Vaccinia-related kinase 2 (VRK2) modulates the stress response to hypoxia mediated by TAK1

Programa de Oncología Translacional, Instituto de Biología Molecular y Celular del Cáncer, Consejo Superior de Investigaciones Científicas (CSIC) - Universidad de Salamanca, Campus Miguel de Unamuno, Salamanca, E-37007, Spain

^* To whom correspondence should be addressed. Email: plazozbi{at}usal.es.

	Abstract

Hypoxia represents a major stress that requires an immediate cellular response in which participate different signaling pathways. Hypoxia induces an increase in the activity of TAK1, an atypical MAPKKK, which responds to oxidative stress by triggering cascades leading to the activation of c-Jun N-terminal kinase (JNK). JNK activation by hypoxia requires the assembly with the JIP1 scaffold protein, which might also interact with other intracellular proteins that are less well known but that might modulate MAPK signaling. We report that TAK1 is able to form a stable complex with JIP1 and thus regulate the activation of JNK, which in turn determines the cellular stress response to hypoxia. This activation of TAK1-JIP1-JNK is suppressed by vaccinia-related kinase 2 (VRK2).
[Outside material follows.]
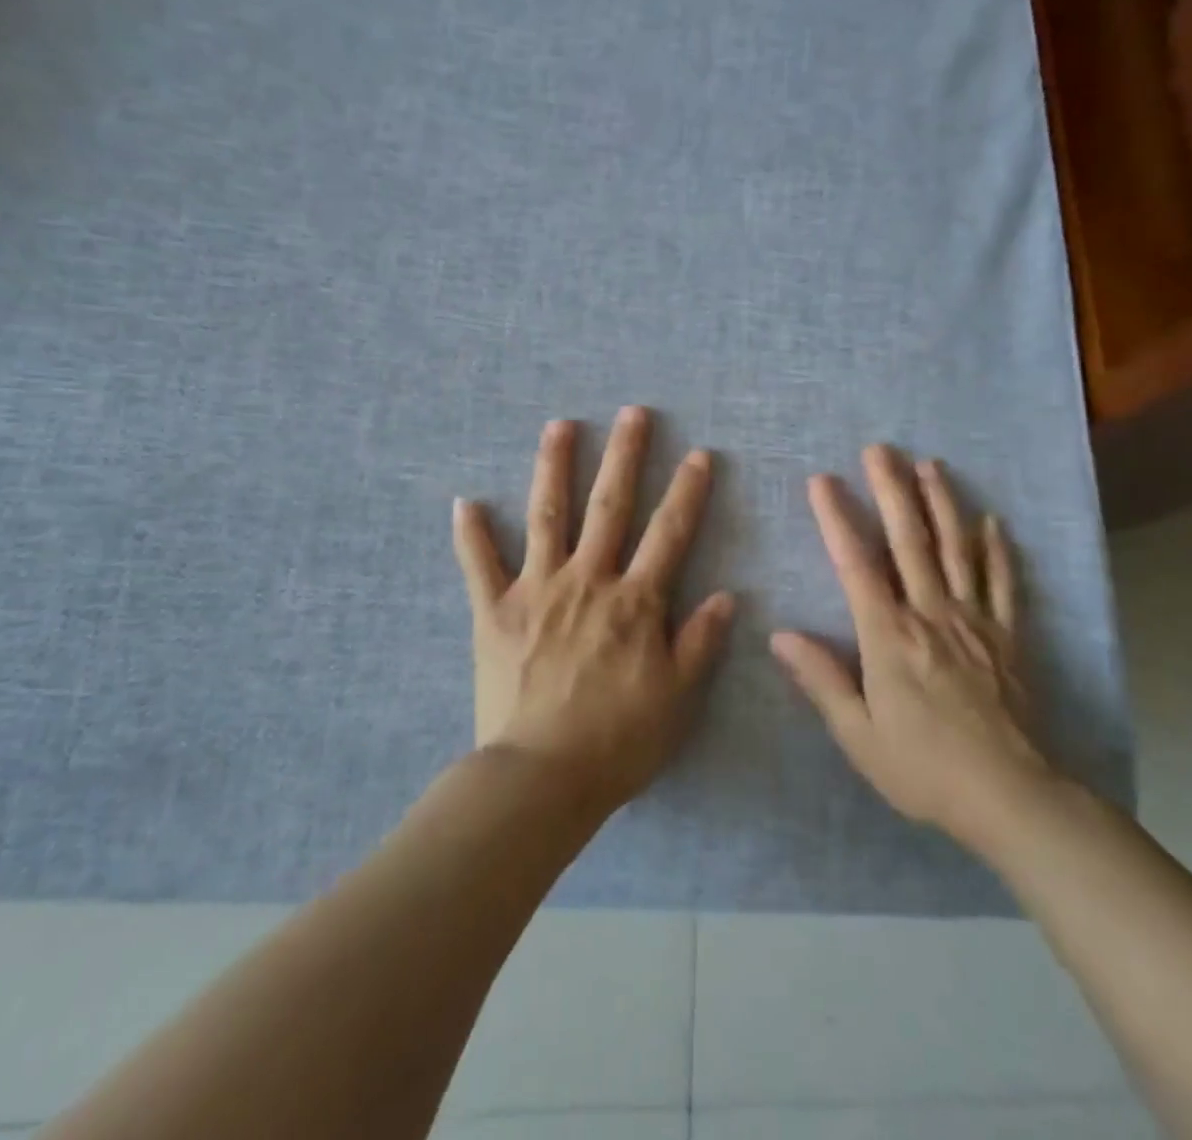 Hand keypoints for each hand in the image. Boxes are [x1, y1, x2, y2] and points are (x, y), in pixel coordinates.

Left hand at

VRK2A is able to interact with TAK1 by its C-terminal region forming stable complexes. The kinase activity of VRK2 is not necessary for this interaction or downregulation of AP1-dependent transcription. Furthermore, reduction of endogenous VRK2 level with shRNA can increase the response induced by hypoxia, suggesting that the intracellular levels of VRK2 can determine the magnitude of this stress response.